──────── THE DATA

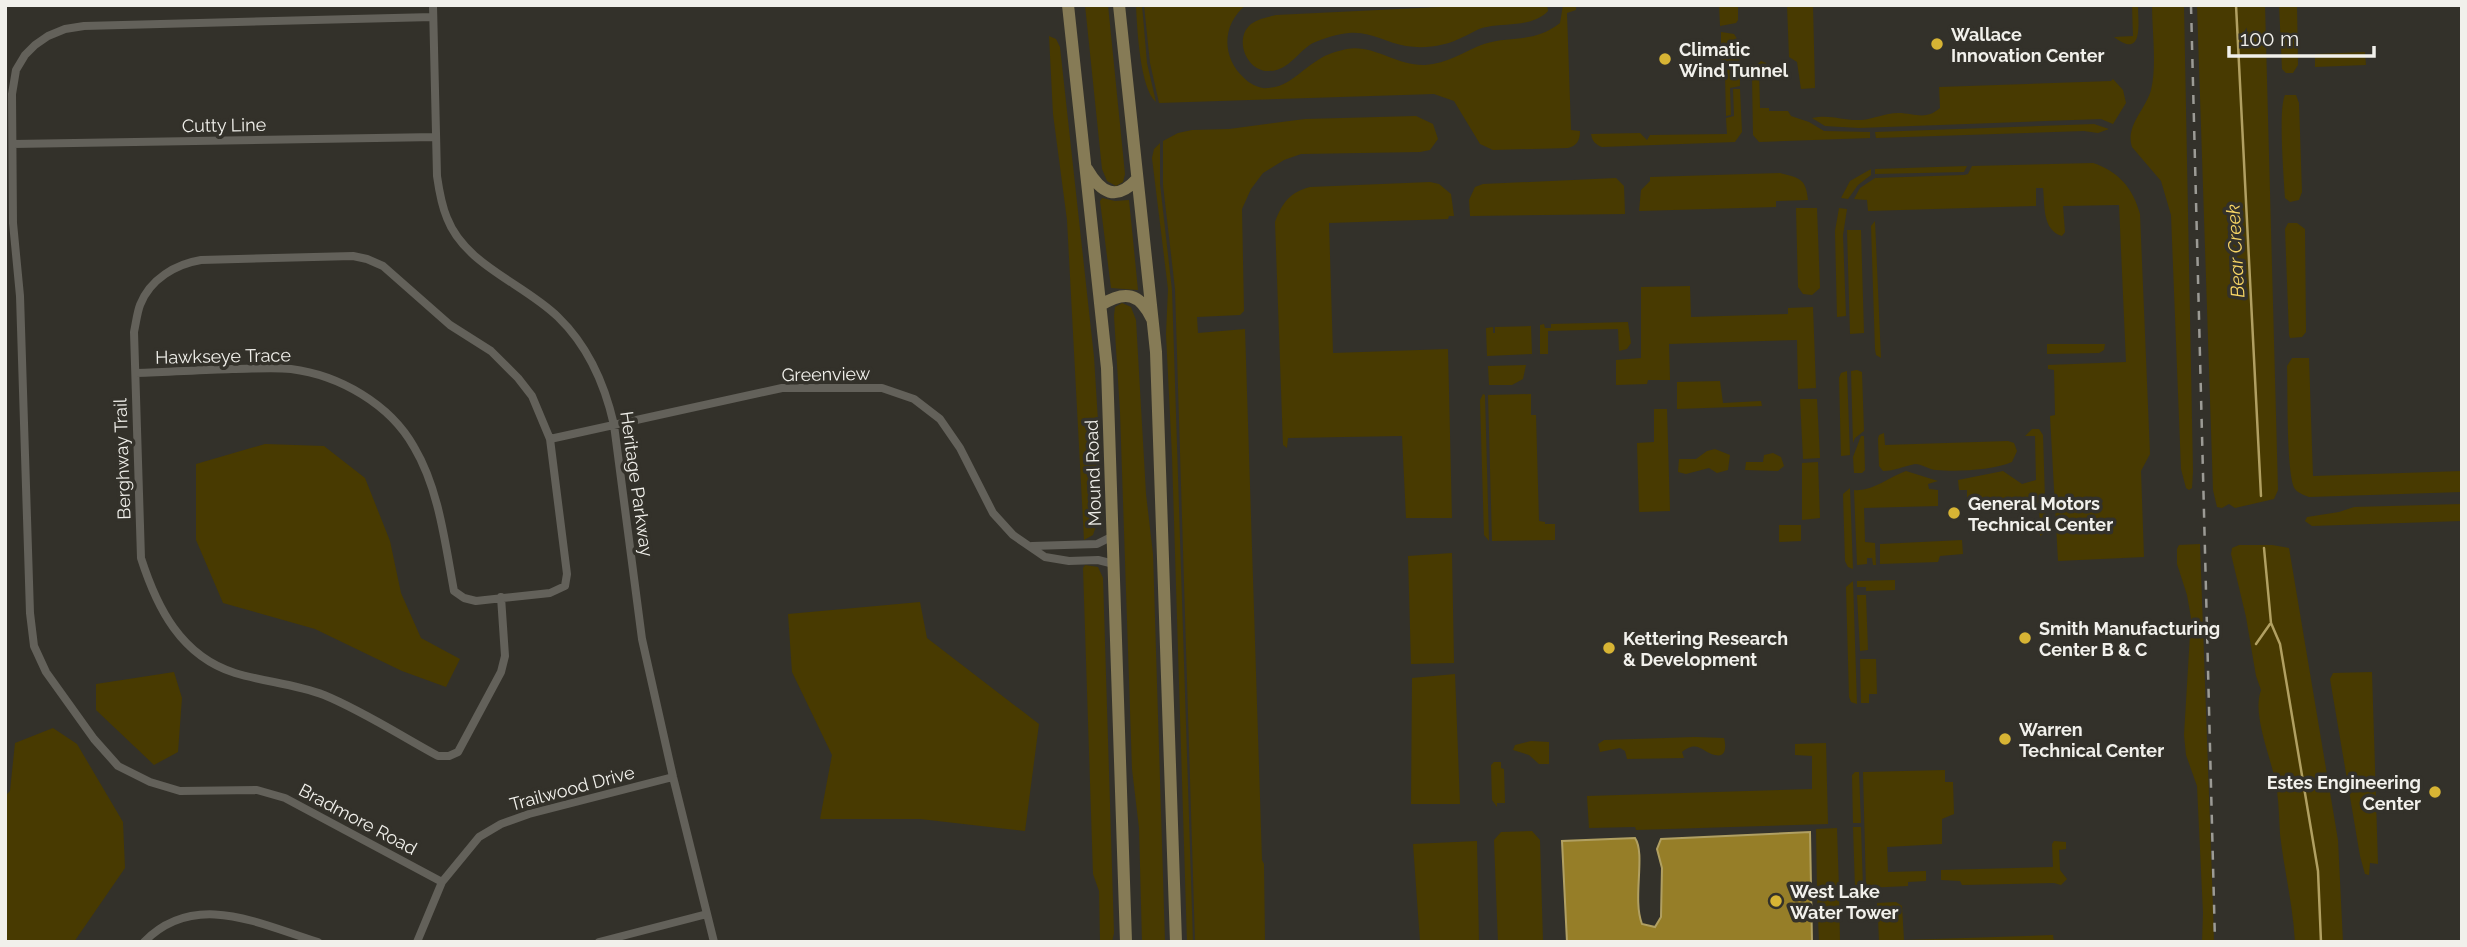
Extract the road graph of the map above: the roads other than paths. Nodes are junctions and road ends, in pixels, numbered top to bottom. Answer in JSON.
{"nodes":[{"id":1,"x":433,"y":5,"type":"edge"},
{"id":2,"x":1068,"y":5,"type":"edge"},
{"id":3,"x":1119,"y":5,"type":"edge"},
{"id":4,"x":433,"y":17,"type":"junction"},
{"id":5,"x":436,"y":137,"type":"junction"},
{"id":6,"x":13,"y":144,"type":"junction"},
{"id":7,"x":1084,"y":166,"type":"junction"},
{"id":8,"x":1137,"y":179,"type":"junction"},
{"id":9,"x":1101,"y":304,"type":"junction"},
{"id":10,"x":1153,"y":323,"type":"junction"},
{"id":11,"x":136,"y":373,"type":"junction"},
{"id":12,"x":614,"y":425,"type":"junction"},
{"id":13,"x":550,"y":439,"type":"junction"},
{"id":14,"x":1113,"y":536,"type":"junction"},
{"id":15,"x":1032,"y":546,"type":"junction"},
{"id":16,"x":1114,"y":564,"type":"junction"},
{"id":17,"x":501,"y":597,"type":"junction"},
{"id":18,"x":673,"y":777,"type":"junction"},
{"id":19,"x":442,"y":882,"type":"junction"},
{"id":20,"x":707,"y":914,"type":"junction"},
{"id":21,"x":144,"y":942,"type":"edge"},
{"id":22,"x":318,"y":942,"type":"edge"},
{"id":23,"x":417,"y":942,"type":"edge"},
{"id":24,"x":598,"y":942,"type":"edge"},
{"id":25,"x":714,"y":942,"type":"edge"},
{"id":26,"x":1126,"y":942,"type":"edge"},
{"id":27,"x":1176,"y":942,"type":"edge"}],
"edges":[{"from":1,"to":4,"type":"street","name":"Heritage Parkway"},
{"from":2,"to":7,"type":"main road","name":"Mound Road"},
{"from":3,"to":8,"type":"main road"},
{"from":4,"to":5,"type":"street","name":"Heritage Parkway"},
{"from":4,"to":6,"type":"street","name":"Bradmore Road"},
{"from":5,"to":6,"type":"street","name":"Cutty Line"},
{"from":5,"to":12,"type":"street","name":"Heritage Parkway"},
{"from":6,"to":19,"type":"street","name":"Bradmore Road"},
{"from":7,"to":8,"type":"main road"},
{"from":7,"to":9,"type":"main road","name":"Mound Road"},
{"from":8,"to":10,"type":"main road"},
{"from":9,"to":10,"type":"main road"},
{"from":9,"to":14,"type":"main road","name":"Mound Road"},
{"from":10,"to":27,"type":"main road"},
{"from":11,"to":13,"type":"street","name":"Berghway Trail"},
{"from":11,"to":17,"type":"street","name":"Hawkseye Trace"},
{"from":11,"to":17,"type":"street","name":"Berghway Trail"},
{"from":12,"to":13,"type":"street","name":"Greenview"},
{"from":12,"to":15,"type":"street","name":"Greenview"},
{"from":12,"to":18,"type":"street","name":"Heritage Parkway"},
{"from":13,"to":17,"type":"street","name":"Hawkseye Trace"},
{"from":14,"to":15,"type":"street"},
{"from":14,"to":16,"type":"main road","name":"Mound Road"},
{"from":15,"to":16,"type":"street","name":"Greenview"},
{"from":16,"to":26,"type":"main road","name":"Mound Road"},
{"from":18,"to":19,"type":"street","name":"Trailwood Drive"},
{"from":18,"to":20,"type":"street","name":"Heritage Parkway"},
{"from":19,"to":23,"type":"street","name":"Trailwood Drive"},
{"from":20,"to":24,"type":"street"},
{"from":20,"to":25,"type":"street","name":"Heritage Parkway"},
{"from":21,"to":22,"type":"street"}]}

────────────────

* _WORK TO BE COMPLETED_
Your answer must consist of every line in the listing that contains "Drive".

* _YOUR SOLUTION_
{"from":18,"to":19,"type":"street","name":"Trailwood Drive"},
{"from":19,"to":23,"type":"street","name":"Trailwood Drive"},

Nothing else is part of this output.